• **INFORMATION GIVEN**:

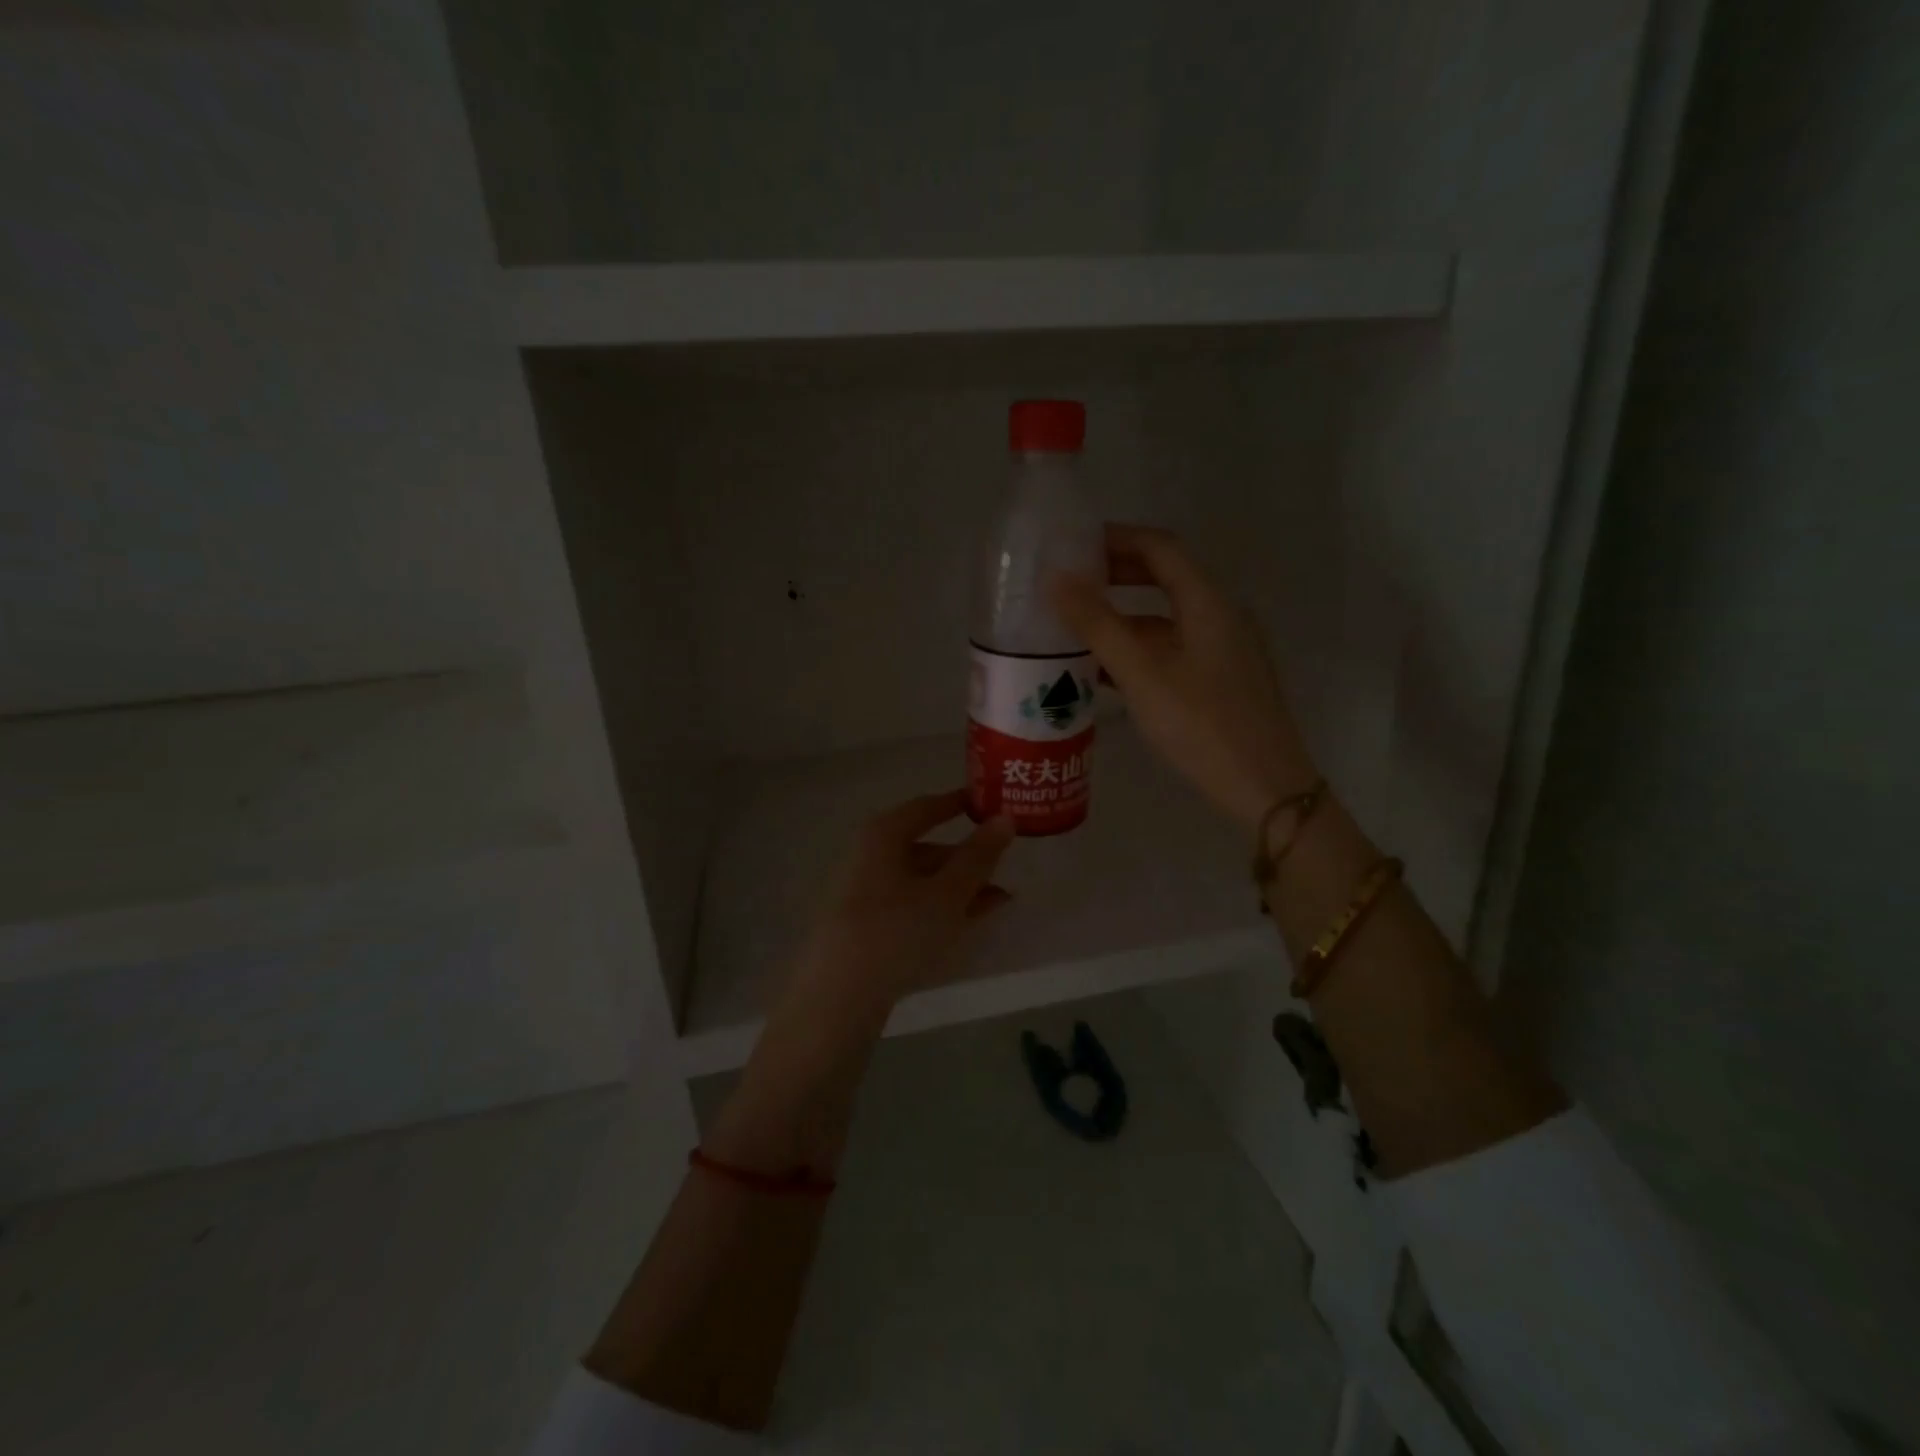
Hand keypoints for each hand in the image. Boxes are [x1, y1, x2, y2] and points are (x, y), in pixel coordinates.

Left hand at [777, 790, 1013, 1036]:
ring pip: (921, 879)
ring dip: (960, 886)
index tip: (990, 804)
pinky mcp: (865, 926)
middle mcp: (869, 856)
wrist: (838, 996)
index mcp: (883, 834)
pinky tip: (970, 920)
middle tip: (1005, 862)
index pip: (927, 807)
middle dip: (967, 856)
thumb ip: (978, 856)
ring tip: (1000, 898)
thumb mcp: (947, 893)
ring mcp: (864, 892)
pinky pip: (910, 904)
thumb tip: (1004, 819)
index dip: (959, 804)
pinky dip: (941, 907)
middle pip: (924, 846)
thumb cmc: (897, 930)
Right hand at [1051, 523, 1314, 830]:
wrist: (1264, 787)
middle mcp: (1220, 616)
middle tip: (1070, 584)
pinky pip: (1172, 650)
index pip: (1161, 548)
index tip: (1073, 545)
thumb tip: (1055, 579)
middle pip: (1165, 579)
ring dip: (1123, 618)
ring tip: (1076, 629)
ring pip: (1166, 619)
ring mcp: (1223, 650)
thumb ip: (1097, 625)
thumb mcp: (1142, 673)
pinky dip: (1138, 650)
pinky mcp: (1220, 680)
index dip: (1116, 539)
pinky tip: (1104, 673)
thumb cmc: (1202, 724)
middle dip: (1116, 576)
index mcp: (1208, 602)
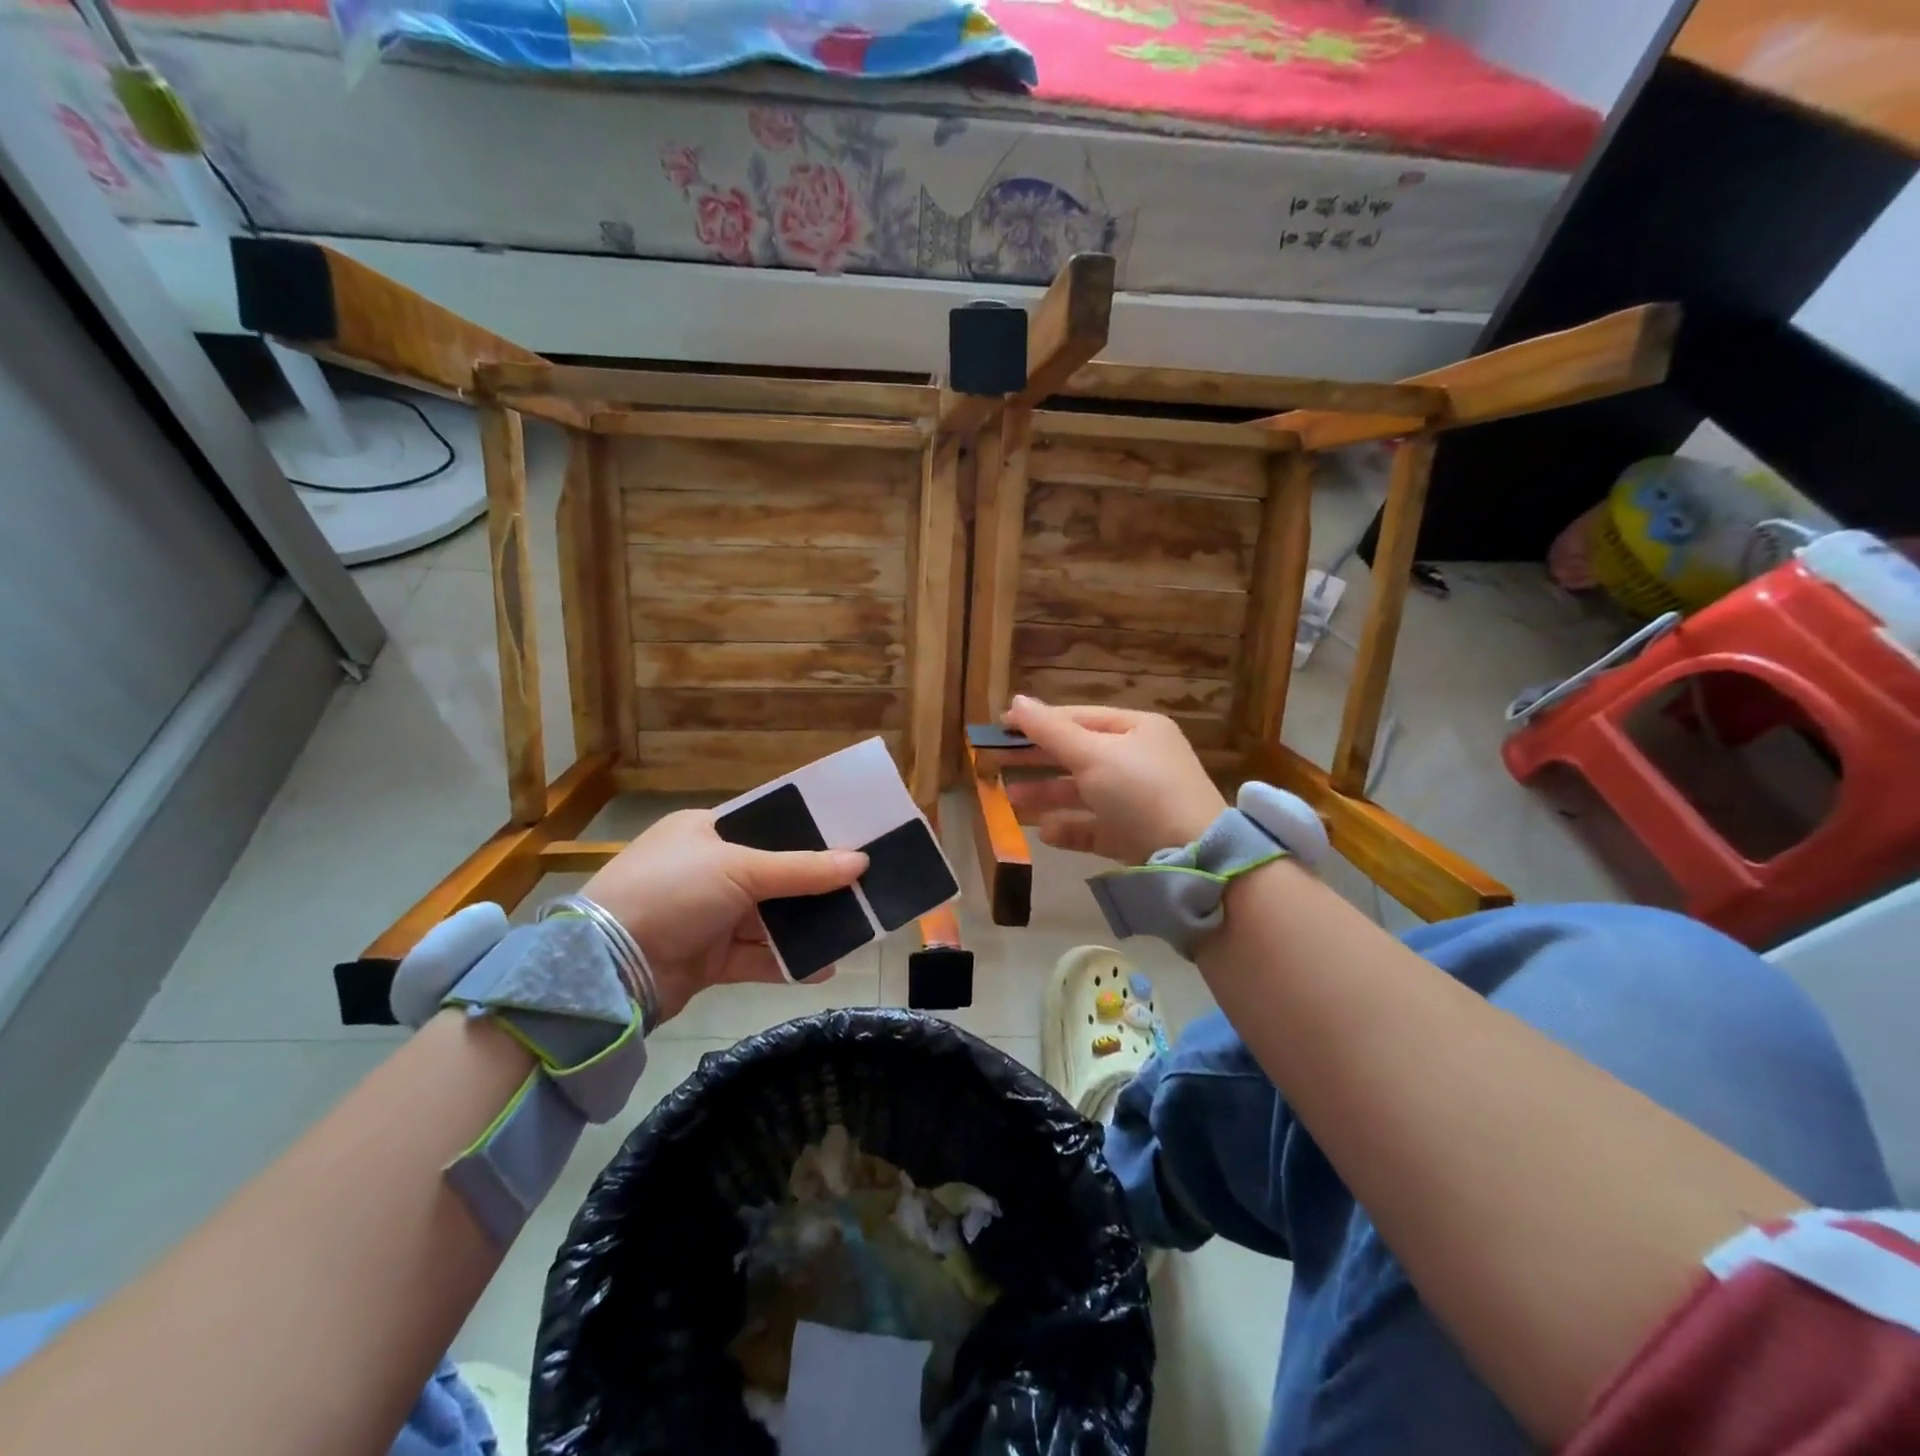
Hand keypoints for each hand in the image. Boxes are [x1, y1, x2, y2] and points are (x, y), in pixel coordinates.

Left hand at [582, 810, 866, 1024]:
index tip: (850, 839)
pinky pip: (757, 957)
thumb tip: (862, 862)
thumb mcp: (740, 870)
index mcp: (705, 832)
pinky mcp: (708, 958)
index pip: (765, 825)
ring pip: (768, 918)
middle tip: (862, 886)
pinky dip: (787, 962)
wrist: (607, 969)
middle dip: (814, 884)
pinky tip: (824, 966)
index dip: (807, 833)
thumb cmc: (672, 892)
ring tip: (853, 927)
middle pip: (773, 874)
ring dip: (805, 926)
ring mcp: (707, 916)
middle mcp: (706, 870)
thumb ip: (803, 869)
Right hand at [1002, 696, 1225, 863]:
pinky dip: (1069, 827)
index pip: (1079, 718)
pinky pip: (1095, 826)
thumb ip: (1050, 731)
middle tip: (995, 762)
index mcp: (1138, 729)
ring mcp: (1139, 800)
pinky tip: (1044, 831)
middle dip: (1038, 760)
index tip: (1000, 727)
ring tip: (1010, 799)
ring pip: (1083, 792)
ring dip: (1047, 794)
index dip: (1038, 721)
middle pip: (1078, 755)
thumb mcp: (1092, 755)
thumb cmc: (1140, 791)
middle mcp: (1139, 761)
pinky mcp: (1135, 835)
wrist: (1194, 856)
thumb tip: (1015, 700)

• **EXERCISE AIM**: Where a line in the records above contains the string "hand", copy that line.

• **EXERCISE RESPONSE**:
Hand keypoints for each hand in the image. Boxes are [x1, y1, x2, y2] and points are (x, y), in pixel coordinates.
Left hand at [777, 790, 1013, 1036]:
Right hand at [1051, 523, 1314, 830]:
Hand keypoints for each hand in the image. Boxes are [x1, y1, x2, y2] and points are (x, y), in pixel coordinates.
Left hand at [582, 810, 866, 1024]:
Right hand at [1002, 696, 1225, 863]:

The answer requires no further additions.